Leadership Council for Human Rights

~ Feet in the mud, head in the sky ~

Monday, February 05, 2007

Freedom House holds panel on democracy and human rights in Iran

At the Gozaar Panel Discussion: “The Prospects for Democracy in Iran” at Freedom House on Friday, February 2, three Iranian activists discussed their struggles for freedom and what can be done to promote democracy and human rights in Iran.

Akbar Atri, one of Iran’s leading student activists, initiated the panel discussion by vividly describing the Iranian student movement’s constant struggle for freedom, as they are seeing their political and civil liberties deteriorate and the imprisonment, torture, and murder of fellow student activists. Atri believes supporting and truly implementing the Universal Declaration of Human Rights in Iran is crucial for several reasons, including the need to secure freedom of speech in all corners of the Iranian society – he regards upholding this declaration as an opportunity to see change in a society where dissent is fiercely repressed. At the same time Atri hopes to see greater collaboration between new NGOs from all layers of society - giving them a common platform. Atri also said that in order to prevent prolonging the status quo and give Iranians a prosperous outlook for the future, the international community needs to help to end the current suppression of the press and the detention of civil activists within Iran.

Mohsen Sazegara, a Harvard University scholar and democracy activist, is one of the leading proponents of democracy in Iran. He stated that the prospect of a military intervention and the current deflation in Iran are of great concern to the entire Iranian civil society. As such, the current regime is under severe pressure both internationally and domestically, and have consequently intensified pressure on Iranian freedom-seekers.

Sazegara also discussed several scenarios concerning the future of Iran; however he believes that establishing further sanctions, with demands on improving human rights, could be the Achilles heel of the Iranian regime. Currently he is seeing a zero-sum relationship between the regime’s quest to become a world power and work on a covert nuclear weapons program, and this is putting Iranian civil society at risk. Sazegara recognized that the international community will be more likely to provide meaningful assistance when they realize that Iranian civil society does not support the regime’s aggressive tactics. In communicating this important message, internal fissures between different civil society groups need to be brought together, and he believes dialogue amongst Iranian intellectuals can make this happen.

Roya Toloueee, a feminist and Kurdish rights advocate who fled Iran for the U.S., took a different angle on the prospects for democracy in Iran. Her biggest concern is not the suppression of the press but the intrastate national conflicts in Kurdish areas of Iran. Tolouee believes that where conflicts like this remains unresolved, there exists the potential for human rights violations, as well as the resumption of violence. Her main focus in the debate would be the new intellectual movement within the Kurdish communities – this new movement is really keen on discussing nationalism and criticizing the Islamic republic to provoke change. Freedom and democracy for the Kurds are cast aside under the theocratic Iranian regime and all opposition violently “removed”. Thus, freedom and democracy are as much at the core of Kurdish hope, as they are with the majority of the Iranians.

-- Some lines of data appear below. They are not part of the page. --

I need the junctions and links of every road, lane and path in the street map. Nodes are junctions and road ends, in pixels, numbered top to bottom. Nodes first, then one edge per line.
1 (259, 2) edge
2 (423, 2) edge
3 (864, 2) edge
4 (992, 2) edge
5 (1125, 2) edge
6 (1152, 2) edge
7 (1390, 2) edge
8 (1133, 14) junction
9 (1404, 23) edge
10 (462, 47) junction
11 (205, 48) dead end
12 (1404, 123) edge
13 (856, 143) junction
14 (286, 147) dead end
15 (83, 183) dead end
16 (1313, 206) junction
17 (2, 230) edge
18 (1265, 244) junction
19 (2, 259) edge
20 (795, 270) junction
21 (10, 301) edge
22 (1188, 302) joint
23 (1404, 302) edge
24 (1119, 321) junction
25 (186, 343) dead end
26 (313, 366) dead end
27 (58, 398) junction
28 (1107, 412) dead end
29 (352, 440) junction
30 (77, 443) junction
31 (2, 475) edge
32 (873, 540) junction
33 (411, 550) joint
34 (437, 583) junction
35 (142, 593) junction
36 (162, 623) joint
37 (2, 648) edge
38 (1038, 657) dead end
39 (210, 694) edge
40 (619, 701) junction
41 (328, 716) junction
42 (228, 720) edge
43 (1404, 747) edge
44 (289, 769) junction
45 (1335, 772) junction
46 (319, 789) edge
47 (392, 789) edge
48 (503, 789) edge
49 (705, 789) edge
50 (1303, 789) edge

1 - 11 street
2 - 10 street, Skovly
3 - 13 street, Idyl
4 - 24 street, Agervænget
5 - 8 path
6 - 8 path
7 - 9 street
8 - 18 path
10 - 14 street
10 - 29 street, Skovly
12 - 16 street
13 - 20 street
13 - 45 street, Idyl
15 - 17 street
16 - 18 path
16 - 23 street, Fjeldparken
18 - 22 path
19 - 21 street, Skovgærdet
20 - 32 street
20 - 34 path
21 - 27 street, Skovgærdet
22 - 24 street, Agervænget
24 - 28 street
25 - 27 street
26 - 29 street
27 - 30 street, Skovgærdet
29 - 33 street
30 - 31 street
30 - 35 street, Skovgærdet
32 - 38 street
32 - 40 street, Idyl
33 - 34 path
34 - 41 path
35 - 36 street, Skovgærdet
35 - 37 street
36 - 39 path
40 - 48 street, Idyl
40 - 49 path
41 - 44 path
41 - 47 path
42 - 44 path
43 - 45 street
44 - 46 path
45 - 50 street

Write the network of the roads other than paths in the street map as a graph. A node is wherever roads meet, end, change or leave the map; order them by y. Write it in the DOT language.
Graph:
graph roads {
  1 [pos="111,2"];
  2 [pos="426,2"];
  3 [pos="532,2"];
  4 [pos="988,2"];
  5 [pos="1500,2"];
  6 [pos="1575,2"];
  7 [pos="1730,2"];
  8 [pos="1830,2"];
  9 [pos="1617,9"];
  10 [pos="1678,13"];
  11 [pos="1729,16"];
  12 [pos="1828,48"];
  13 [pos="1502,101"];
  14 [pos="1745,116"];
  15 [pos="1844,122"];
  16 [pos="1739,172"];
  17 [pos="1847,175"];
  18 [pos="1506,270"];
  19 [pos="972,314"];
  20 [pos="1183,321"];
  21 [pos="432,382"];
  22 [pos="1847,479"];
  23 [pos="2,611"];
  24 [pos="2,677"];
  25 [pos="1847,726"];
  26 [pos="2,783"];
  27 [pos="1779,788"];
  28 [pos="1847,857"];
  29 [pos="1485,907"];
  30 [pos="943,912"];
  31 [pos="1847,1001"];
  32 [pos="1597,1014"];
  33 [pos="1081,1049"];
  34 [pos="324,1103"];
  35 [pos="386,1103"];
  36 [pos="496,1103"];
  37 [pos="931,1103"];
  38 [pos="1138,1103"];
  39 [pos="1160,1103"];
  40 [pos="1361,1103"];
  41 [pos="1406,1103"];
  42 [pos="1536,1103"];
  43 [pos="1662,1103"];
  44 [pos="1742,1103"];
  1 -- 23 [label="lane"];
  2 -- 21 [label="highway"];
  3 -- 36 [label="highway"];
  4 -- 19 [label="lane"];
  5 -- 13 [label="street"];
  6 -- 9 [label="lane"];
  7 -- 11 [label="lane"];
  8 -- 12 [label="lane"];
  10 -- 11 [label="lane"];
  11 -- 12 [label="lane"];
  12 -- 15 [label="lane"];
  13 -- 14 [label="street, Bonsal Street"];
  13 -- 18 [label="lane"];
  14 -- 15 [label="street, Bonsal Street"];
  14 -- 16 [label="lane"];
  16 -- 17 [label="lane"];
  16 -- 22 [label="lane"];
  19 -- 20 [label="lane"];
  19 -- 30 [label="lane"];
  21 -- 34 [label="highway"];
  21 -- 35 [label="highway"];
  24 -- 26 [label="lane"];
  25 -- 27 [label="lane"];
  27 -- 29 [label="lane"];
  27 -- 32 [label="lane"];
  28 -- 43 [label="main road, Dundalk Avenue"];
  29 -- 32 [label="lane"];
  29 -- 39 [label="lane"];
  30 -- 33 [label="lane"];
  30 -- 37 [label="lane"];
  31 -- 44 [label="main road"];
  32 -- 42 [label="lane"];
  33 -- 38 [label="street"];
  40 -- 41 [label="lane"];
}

According to Tolouee, human rights is a “fashionable” term today amongst Kurds and young Iranians and she is seeing a growth and flowering of NGOs. Therefore, Tolouee asserts that now is the time for everyone to look beyond old way and internal debates to promote dialogue and compromise so that a common goal can be reached.

The systematic violation of human rights, confronting the international community and combating internal strife has truly left Iran in a precarious position, where it must be prepared for any type of offensive action from the international community. Fear and mistrust run deep, and because of this the outlook for a successful outcome must be viewed with cautious optimism.